◆ **THE PROBLEM**
Copy exactly the lines of the material below, starting with the first and including the line that holds "Build a routing".

[SOURCE MATERIAL — start]

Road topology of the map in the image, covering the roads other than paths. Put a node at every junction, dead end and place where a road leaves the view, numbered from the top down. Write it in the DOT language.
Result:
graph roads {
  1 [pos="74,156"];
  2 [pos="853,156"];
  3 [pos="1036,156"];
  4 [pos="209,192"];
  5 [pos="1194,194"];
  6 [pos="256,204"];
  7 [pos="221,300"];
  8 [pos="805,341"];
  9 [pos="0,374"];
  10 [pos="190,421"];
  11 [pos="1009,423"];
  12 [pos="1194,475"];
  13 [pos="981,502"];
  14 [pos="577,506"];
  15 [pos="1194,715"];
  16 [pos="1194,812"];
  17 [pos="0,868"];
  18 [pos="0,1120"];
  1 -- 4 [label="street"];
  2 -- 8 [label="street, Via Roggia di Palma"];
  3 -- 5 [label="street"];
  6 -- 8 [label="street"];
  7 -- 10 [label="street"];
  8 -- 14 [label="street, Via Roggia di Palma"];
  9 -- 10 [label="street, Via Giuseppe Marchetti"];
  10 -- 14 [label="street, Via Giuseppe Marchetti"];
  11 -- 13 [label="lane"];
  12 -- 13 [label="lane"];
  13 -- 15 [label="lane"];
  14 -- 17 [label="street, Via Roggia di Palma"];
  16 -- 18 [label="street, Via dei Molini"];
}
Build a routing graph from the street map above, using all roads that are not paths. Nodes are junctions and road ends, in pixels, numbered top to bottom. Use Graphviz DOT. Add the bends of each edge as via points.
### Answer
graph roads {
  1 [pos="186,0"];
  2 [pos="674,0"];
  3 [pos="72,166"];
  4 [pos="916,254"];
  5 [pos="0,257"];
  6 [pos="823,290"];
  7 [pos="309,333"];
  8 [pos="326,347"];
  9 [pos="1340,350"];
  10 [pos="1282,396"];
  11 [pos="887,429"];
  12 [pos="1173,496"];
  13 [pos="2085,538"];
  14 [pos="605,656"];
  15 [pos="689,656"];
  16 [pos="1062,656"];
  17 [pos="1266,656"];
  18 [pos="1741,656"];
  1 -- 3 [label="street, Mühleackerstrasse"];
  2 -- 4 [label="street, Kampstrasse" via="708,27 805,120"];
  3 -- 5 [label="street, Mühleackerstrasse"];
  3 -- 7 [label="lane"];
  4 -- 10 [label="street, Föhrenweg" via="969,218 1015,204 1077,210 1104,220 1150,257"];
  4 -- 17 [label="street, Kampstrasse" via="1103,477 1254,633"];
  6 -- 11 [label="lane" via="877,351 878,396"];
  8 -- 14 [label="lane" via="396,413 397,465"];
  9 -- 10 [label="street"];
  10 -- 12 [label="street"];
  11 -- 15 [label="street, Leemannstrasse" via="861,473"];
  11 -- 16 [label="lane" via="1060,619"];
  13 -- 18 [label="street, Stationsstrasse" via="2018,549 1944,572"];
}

[SOURCE MATERIAL — finish]

◆ **TASK OUTPUT**
Road topology of the map in the image, covering the roads other than paths. Put a node at every junction, dead end and place where a road leaves the view, numbered from the top down. Write it in the DOT language.
Result:
graph roads {
  1 [pos="74,156"];
  2 [pos="853,156"];
  3 [pos="1036,156"];
  4 [pos="209,192"];
  5 [pos="1194,194"];
  6 [pos="256,204"];
  7 [pos="221,300"];
  8 [pos="805,341"];
  9 [pos="0,374"];
  10 [pos="190,421"];
  11 [pos="1009,423"];
  12 [pos="1194,475"];
  13 [pos="981,502"];
  14 [pos="577,506"];
  15 [pos="1194,715"];
  16 [pos="1194,812"];
  17 [pos="0,868"];
  18 [pos="0,1120"];
  1 -- 4 [label="street"];
  2 -- 8 [label="street, Via Roggia di Palma"];
  3 -- 5 [label="street"];
  6 -- 8 [label="street"];
  7 -- 10 [label="street"];
  8 -- 14 [label="street, Via Roggia di Palma"];
  9 -- 10 [label="street, Via Giuseppe Marchetti"];
  10 -- 14 [label="street, Via Giuseppe Marchetti"];
  11 -- 13 [label="lane"];
  12 -- 13 [label="lane"];
  13 -- 15 [label="lane"];
  14 -- 17 [label="street, Via Roggia di Palma"];
  16 -- 18 [label="street, Via dei Molini"];
}
Build a routing graph from the street map above, using all roads that are not paths. Nodes are junctions and road ends, in pixels, numbered top to bottom. Use Graphviz DOT. Add the bends of each edge as via points.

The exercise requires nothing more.